*** Dataset extract ***

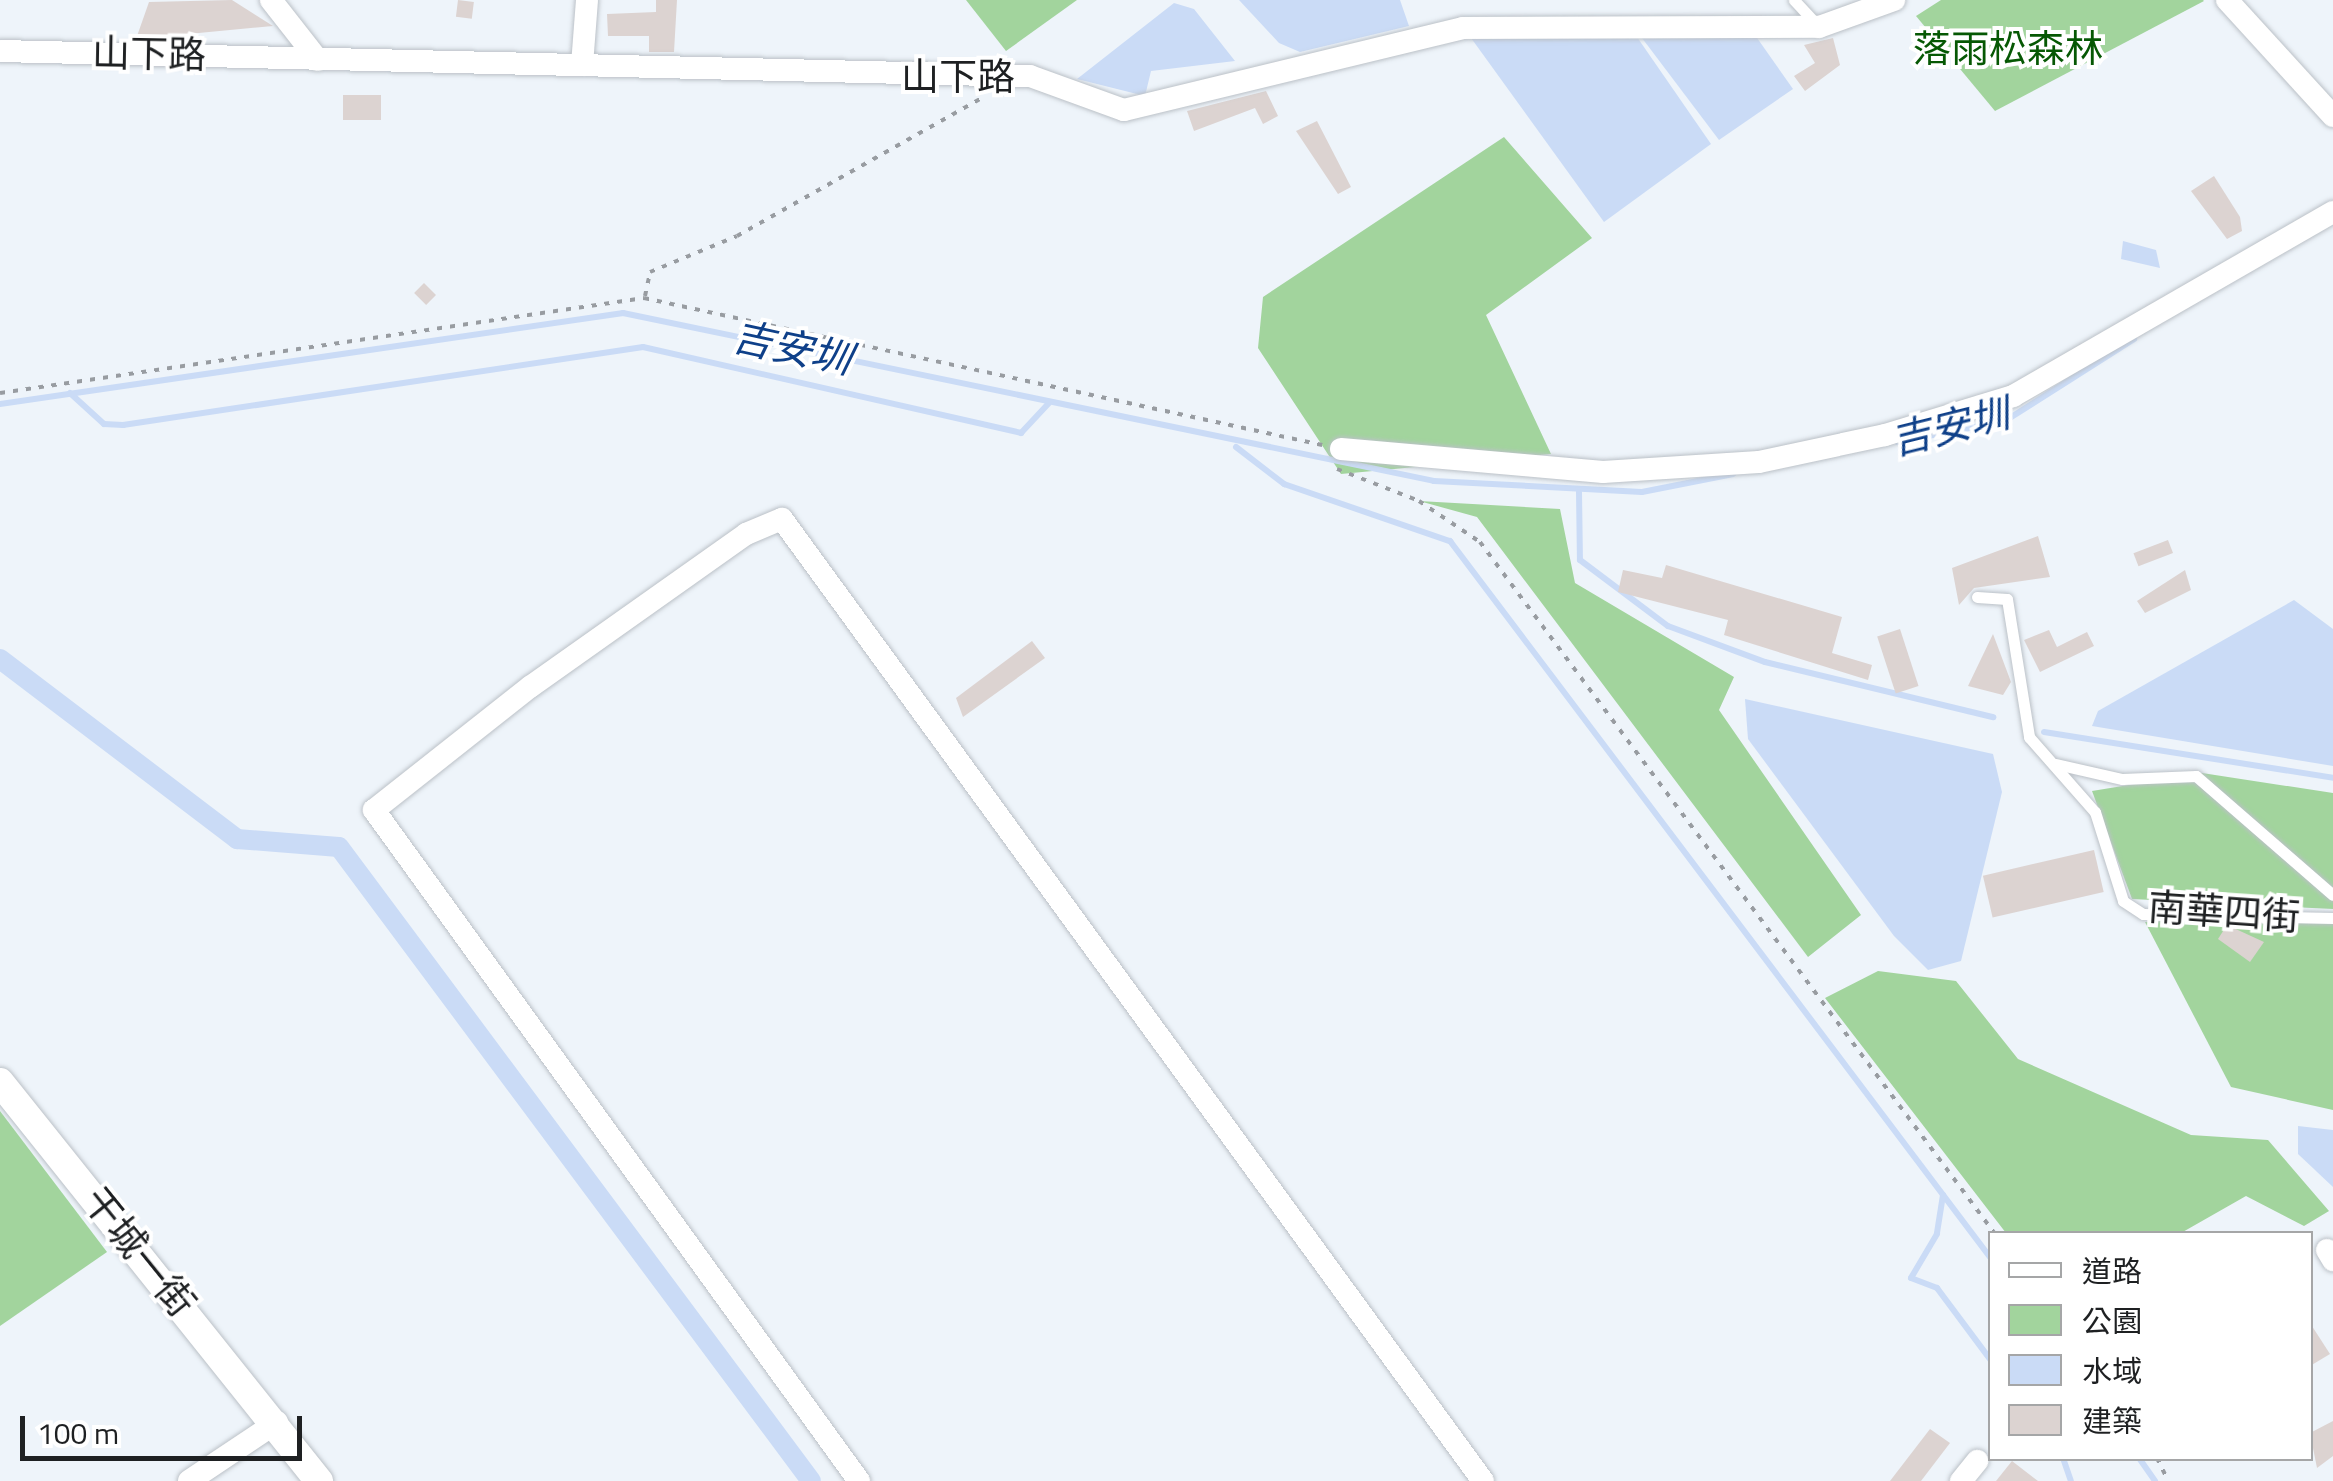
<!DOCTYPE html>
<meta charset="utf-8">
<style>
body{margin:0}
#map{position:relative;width:2333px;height:1481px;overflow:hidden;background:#eef4fa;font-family:"Titillium Web","Noto Sans TC",sans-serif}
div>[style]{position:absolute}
.green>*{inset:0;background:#a2d49d}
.water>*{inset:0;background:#cadbf6}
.stream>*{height:6px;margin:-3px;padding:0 3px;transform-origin:3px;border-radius:3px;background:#cadbf6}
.canal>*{height:20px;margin:-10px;padding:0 10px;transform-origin:10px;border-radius:10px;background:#cadbf6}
.building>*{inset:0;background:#dcd3d1;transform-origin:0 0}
.path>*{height:4px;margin-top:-2px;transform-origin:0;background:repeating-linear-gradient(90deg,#989ca1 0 5px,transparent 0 13px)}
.roads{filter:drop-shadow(0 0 2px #bbc1c7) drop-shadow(0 0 2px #bbc1c7)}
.service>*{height:11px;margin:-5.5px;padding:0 5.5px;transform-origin:5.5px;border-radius:5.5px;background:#fff}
.minor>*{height:22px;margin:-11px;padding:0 11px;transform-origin:11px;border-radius:11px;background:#fff}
.tertiary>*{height:28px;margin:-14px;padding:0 14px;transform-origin:14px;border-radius:14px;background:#fff}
span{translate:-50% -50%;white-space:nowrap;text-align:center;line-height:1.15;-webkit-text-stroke:8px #fff;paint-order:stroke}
.park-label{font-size:38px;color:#065804}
.street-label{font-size:38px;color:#1e2022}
.water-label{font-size:40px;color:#0f4089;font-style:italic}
.legend{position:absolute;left:1988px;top:1231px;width:325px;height:230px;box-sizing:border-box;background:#fff;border:2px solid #a5a6a7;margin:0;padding:12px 18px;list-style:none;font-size:30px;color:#1e2022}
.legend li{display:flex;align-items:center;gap:20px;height:50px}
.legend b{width:50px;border:2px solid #a5a6a7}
.scale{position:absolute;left:20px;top:1416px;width:282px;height:45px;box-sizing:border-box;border:5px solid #1e2022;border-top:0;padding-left:12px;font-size:30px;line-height:35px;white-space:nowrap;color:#1e2022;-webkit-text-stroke:8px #fff;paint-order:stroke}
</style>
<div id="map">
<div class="green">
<div style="clip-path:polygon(966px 0,1077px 0,1006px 51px)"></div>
<div style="clip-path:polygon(1941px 0,2203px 0,2204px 1px,1995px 111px,1916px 16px)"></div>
<div style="clip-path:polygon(1504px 137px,1592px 238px,1486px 315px,1551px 454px,1341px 474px,1258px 348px,1263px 297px)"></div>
<div style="clip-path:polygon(1419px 501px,1560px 509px,1575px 583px,1734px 677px,1719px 710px,1861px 915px,1808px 957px,1477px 517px)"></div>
<div style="clip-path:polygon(2202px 773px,2333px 793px,2333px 909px,2132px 899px,2092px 791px)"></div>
<div style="clip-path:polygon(2199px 919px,2333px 923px,2333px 1110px,2231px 1087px,2145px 922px)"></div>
<div style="clip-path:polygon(1878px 971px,1956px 981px,2018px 1059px,2191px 1135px,2268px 1140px,2329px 1211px,2304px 1226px,2246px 1196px,2181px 1233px,2006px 1233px,1825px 998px)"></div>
<div style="clip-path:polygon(0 1111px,107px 1252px,0 1326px)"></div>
</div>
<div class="water">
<div style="clip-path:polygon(1239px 0,1400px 0,1409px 26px,1300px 52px,1279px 43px)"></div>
<div style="clip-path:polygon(1174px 3px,1194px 9px,1235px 61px,1151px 71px,1145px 96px,1077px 79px)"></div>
<div style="clip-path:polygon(1466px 31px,1637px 37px,1711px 144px,1604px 222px)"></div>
<div style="clip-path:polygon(1755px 35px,1793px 89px,1719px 140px,1642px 38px)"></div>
<div style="clip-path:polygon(2123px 241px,2156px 250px,2160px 268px,2121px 259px)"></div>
<div style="clip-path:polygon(2294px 600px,2333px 629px,2333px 766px,2092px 726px,2098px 711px)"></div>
<div style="clip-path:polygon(1745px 699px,1993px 754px,2002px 792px,1961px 961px,1928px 970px,1894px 936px,1748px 739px)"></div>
<div style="clip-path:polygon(2298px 1126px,2333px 1130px,2333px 1187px,2298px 1154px)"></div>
</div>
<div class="stream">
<div style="left:70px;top:393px;width:46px;rotate:42.4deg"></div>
<div style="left:104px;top:424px;width:19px;rotate:3deg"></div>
<div style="left:123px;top:425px;width:526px;rotate:-8.53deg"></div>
<div style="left:643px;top:347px;width:388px;rotate:12.8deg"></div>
<div style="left:1021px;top:433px;width:41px;rotate:-47deg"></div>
<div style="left:0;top:404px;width:630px;rotate:-8.31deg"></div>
<div style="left:623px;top:313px;width:828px;rotate:11.7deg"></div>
<div style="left:1434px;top:481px;width:208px;rotate:3deg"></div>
<div style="left:1642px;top:492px;width:93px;rotate:-11.2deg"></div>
<div style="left:1897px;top:442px;width:110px;rotate:-11deg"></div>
<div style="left:2005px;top:421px;width:153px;rotate:-32.4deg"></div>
<div style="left:1236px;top:447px;width:61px;rotate:37.6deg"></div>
<div style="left:1284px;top:484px;width:176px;rotate:19deg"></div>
<div style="left:1450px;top:541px;width:897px;rotate:52.98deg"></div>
<div style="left:1579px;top:492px;width:68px;rotate:89.2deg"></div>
<div style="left:1580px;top:560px;width:110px;rotate:36.9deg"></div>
<div style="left:1668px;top:626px;width:103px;rotate:20.4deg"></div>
<div style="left:1765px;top:662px;width:235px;rotate:13.6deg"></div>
<div style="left:2044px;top:732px;width:293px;rotate:9deg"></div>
<div style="left:1943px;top:1195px;width:39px;rotate:99deg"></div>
<div style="left:1937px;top:1234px;width:51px;rotate:120.6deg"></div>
<div style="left:1911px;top:1278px;width:28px;rotate:21deg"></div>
<div style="left:1937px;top:1288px;width:89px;rotate:53.3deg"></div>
<div style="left:2063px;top:1458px;width:24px;rotate:71deg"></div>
<div style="left:2139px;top:1458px;width:28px;rotate:55deg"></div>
</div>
<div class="canal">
<div style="left:0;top:659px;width:298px;rotate:37.2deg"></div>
<div style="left:237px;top:839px;width:102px;rotate:4.5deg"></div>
<div style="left:339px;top:847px;width:790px;rotate:53.33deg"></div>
</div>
<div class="building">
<div style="clip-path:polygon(232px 0,273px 26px,136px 39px,149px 2px)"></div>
<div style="left:458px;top:0;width:16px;height:17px;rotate:7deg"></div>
<div style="clip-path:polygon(656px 0,677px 0,674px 52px,649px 52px,649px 36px,608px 36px,607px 14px,656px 12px)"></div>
<div style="clip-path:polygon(1833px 38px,1840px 65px,1805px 91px,1794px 76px,1815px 63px,1804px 45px)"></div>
<div style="clip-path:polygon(1266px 91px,1278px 116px,1263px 124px,1255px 108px,1194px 131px,1187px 111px)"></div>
<div style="left:343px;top:95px;width:38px;height:25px"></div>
<div style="clip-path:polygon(1317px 121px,1351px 187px,1338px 194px,1296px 131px)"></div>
<div style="clip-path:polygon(2214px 176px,2240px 217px,2242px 231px,2227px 239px,2191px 191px)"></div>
<div style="left:424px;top:283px;width:17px;height:14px;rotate:45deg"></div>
<div style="clip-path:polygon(2038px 536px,2050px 577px,1974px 588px,1959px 605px,1952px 568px)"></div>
<div style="left:2168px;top:540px;width:14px;height:37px;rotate:69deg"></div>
<div style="clip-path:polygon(1666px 565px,1842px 617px,1832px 653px,1872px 665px,1868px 680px,1724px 635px,1728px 620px,1618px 592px,1623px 570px,1662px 578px)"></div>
<div style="clip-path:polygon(2185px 570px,2191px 590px,2145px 613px,2137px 601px)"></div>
<div style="left:1900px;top:629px;width:60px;height:24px;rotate:72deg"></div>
<div style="clip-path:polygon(2049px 630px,2057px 647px,2087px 632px,2094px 646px,2040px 672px,2024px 640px)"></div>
<div style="clip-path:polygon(1993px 634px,2011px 682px,2003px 695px,1968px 686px)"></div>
<div style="clip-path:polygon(1032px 641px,1045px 658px,963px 717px,956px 698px)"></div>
<div style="left:2094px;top:850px;width:43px;height:114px;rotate:77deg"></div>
<div style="clip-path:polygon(2227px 925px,2264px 942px,2250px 962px,2218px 939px)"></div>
<div style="clip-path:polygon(2310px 1323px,2330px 1354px,2310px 1366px)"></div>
<div style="clip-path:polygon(2333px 1421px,2333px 1456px,2317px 1468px,2310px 1433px)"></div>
<div style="clip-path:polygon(1930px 1429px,1950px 1443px,1921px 1481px,1890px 1481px)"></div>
<div style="clip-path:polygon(2012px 1461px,2038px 1481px,1996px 1481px)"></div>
</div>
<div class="path">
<div style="left:645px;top:296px;width:25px;rotate:-78deg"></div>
<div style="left:650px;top:272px;width:94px;rotate:-22.5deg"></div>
<div style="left:737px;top:236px;width:285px;rotate:-29.4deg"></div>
<div style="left:0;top:393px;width:651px;rotate:-8.39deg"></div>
<div style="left:644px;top:298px;width:694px;rotate:12.23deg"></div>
<div style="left:1337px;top:469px;width:88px;rotate:21.3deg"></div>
<div style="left:1419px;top:501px;width:73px;rotate:33.9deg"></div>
<div style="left:1480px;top:542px;width:863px;rotate:53.34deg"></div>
<div style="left:2157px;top:1458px;width:25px;rotate:64deg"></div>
</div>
<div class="roads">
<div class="service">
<div style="left:1794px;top:0;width:33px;rotate:47deg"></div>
<div style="left:1977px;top:597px;width:30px;rotate:4deg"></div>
<div style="left:2007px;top:599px;width:140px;rotate:80.9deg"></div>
<div style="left:2029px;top:737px;width:100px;rotate:48.7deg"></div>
<div style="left:2095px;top:812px;width:93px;rotate:72.5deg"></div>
<div style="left:2123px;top:901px;width:24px;rotate:33deg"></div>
<div style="left:2143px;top:914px;width:190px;rotate:1.2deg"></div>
<div style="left:2056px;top:764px;width:68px;rotate:12.8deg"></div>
<div style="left:2122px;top:779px;width:74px;rotate:-2.3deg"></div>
<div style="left:2196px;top:776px;width:181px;rotate:41deg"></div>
</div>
<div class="minor">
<div style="left:271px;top:0;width:76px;rotate:51.9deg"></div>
<div style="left:2227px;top:0;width:157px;rotate:47.6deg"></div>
<div style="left:0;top:51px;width:1030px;rotate:1.39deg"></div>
<div style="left:1030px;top:76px;width:100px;rotate:19.9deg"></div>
<div style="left:1124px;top:110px;width:349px;rotate:-13.6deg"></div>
<div style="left:1463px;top:28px;width:356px;rotate:-0.2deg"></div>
<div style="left:1819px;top:27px;width:80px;rotate:-19.8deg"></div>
<div style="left:582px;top:65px;width:65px;rotate:-85.6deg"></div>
<div style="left:1341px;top:449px;width:263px;rotate:5deg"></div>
<div style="left:1603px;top:472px;width:156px;rotate:-3.7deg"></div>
<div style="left:1759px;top:462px;width:129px;rotate:-12.1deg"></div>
<div style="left:1885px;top:435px;width:134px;rotate:-16.9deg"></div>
<div style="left:2013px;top:396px;width:369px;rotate:-29.9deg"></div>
<div style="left:2327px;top:1250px;width:12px;rotate:59deg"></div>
<div style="left:189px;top:1481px;width:106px;rotate:-33.8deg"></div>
<div style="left:859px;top:1481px;width:828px;rotate:-125.86deg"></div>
<div style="left:374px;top:810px;width:199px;rotate:-38.3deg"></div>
<div style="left:530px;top:687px;width:265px;rotate:-35.3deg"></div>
<div style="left:746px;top:534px;width:39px;rotate:-23deg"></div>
<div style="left:782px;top:519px;width:1190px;rotate:53.92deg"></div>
<div style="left:1961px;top:1481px;width:26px;rotate:-51deg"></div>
</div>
<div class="tertiary">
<div style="left:0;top:1082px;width:511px;rotate:51.36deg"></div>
</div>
</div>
<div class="park-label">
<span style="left:2008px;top:49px">落雨松森林</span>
</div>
<div class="street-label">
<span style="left:149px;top:54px;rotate:1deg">山下路</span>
<span style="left:958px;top:77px">山下路</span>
<span style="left:2224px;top:912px;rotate:4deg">南華四街</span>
<span style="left:139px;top:1252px;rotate:51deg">干城一街</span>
</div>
<div class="water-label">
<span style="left:792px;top:348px;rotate:12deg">吉安圳</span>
<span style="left:1950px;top:427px;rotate:-14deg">吉安圳</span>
</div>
<ul class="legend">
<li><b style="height:12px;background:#fff"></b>道路</li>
<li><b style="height:28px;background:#a2d49d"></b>公園</li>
<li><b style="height:28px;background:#cadbf6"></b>水域</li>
<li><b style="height:28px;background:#dcd3d1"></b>建築</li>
</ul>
<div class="scale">100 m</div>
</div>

*** End of Dataset extract ***

▸ **Instructions for the task**: From the data above, copy each line that holds "stream".

▸ **Output of the task**:
.stream>*{height:6px;margin:-3px;padding:0 3px;transform-origin:3px;border-radius:3px;background:#cadbf6}
<div class="stream">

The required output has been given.